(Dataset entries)
━━━━━━━━━━━━━━━━━━━━━━━━━━━━━━
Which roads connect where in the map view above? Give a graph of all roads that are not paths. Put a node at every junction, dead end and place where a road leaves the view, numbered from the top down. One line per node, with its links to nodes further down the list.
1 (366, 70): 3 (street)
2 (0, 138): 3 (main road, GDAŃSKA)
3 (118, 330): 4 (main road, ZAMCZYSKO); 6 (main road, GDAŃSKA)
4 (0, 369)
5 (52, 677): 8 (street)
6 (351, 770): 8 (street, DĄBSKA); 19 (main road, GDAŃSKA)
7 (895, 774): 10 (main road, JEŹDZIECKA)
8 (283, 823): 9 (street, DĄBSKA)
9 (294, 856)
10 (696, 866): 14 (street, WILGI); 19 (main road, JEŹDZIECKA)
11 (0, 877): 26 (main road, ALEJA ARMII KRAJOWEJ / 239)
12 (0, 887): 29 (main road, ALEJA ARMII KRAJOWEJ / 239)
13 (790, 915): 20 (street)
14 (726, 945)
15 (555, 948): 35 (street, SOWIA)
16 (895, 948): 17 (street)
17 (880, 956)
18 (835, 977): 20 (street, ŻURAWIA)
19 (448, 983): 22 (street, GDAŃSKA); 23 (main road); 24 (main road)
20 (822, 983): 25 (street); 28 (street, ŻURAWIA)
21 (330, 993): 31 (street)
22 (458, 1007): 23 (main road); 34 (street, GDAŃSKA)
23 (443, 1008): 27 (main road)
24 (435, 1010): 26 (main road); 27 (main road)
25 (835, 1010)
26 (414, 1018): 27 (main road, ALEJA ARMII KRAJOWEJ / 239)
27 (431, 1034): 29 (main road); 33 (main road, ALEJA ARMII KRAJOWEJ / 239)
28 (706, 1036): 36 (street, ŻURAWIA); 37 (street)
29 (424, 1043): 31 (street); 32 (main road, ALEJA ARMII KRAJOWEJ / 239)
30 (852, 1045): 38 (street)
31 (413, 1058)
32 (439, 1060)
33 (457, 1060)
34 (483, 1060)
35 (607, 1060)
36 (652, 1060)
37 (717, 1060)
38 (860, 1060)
━━━━━━━━━━━━━━━━━━━━━━━━━━━━━━
* [ABOUT THIS TASK]: Without omitting anything, reproduce the whole of the data.

* [EXERCISE OUTPUT]:
Which roads connect where in the map view above? Give a graph of all roads that are not paths. Put a node at every junction, dead end and place where a road leaves the view, numbered from the top down. One line per node, with its links to nodes further down the list.
1 (366, 70): 3 (street)
2 (0, 138): 3 (main road, GDAŃSKA)
3 (118, 330): 4 (main road, ZAMCZYSKO); 6 (main road, GDAŃSKA)
4 (0, 369)
5 (52, 677): 8 (street)
6 (351, 770): 8 (street, DĄBSKA); 19 (main road, GDAŃSKA)
7 (895, 774): 10 (main road, JEŹDZIECKA)
8 (283, 823): 9 (street, DĄBSKA)
9 (294, 856)
10 (696, 866): 14 (street, WILGI); 19 (main road, JEŹDZIECKA)
11 (0, 877): 26 (main road, ALEJA ARMII KRAJOWEJ / 239)
12 (0, 887): 29 (main road, ALEJA ARMII KRAJOWEJ / 239)
13 (790, 915): 20 (street)
14 (726, 945)
15 (555, 948): 35 (street, SOWIA)
16 (895, 948): 17 (street)
17 (880, 956)
18 (835, 977): 20 (street, ŻURAWIA)
19 (448, 983): 22 (street, GDAŃSKA); 23 (main road); 24 (main road)
20 (822, 983): 25 (street); 28 (street, ŻURAWIA)
21 (330, 993): 31 (street)
22 (458, 1007): 23 (main road); 34 (street, GDAŃSKA)
23 (443, 1008): 27 (main road)
24 (435, 1010): 26 (main road); 27 (main road)
25 (835, 1010)
26 (414, 1018): 27 (main road, ALEJA ARMII KRAJOWEJ / 239)
27 (431, 1034): 29 (main road); 33 (main road, ALEJA ARMII KRAJOWEJ / 239)
28 (706, 1036): 36 (street, ŻURAWIA); 37 (street)
29 (424, 1043): 31 (street); 32 (main road, ALEJA ARMII KRAJOWEJ / 239)
30 (852, 1045): 38 (street)
31 (413, 1058)
32 (439, 1060)
33 (457, 1060)
34 (483, 1060)
35 (607, 1060)
36 (652, 1060)
37 (717, 1060)
38 (860, 1060)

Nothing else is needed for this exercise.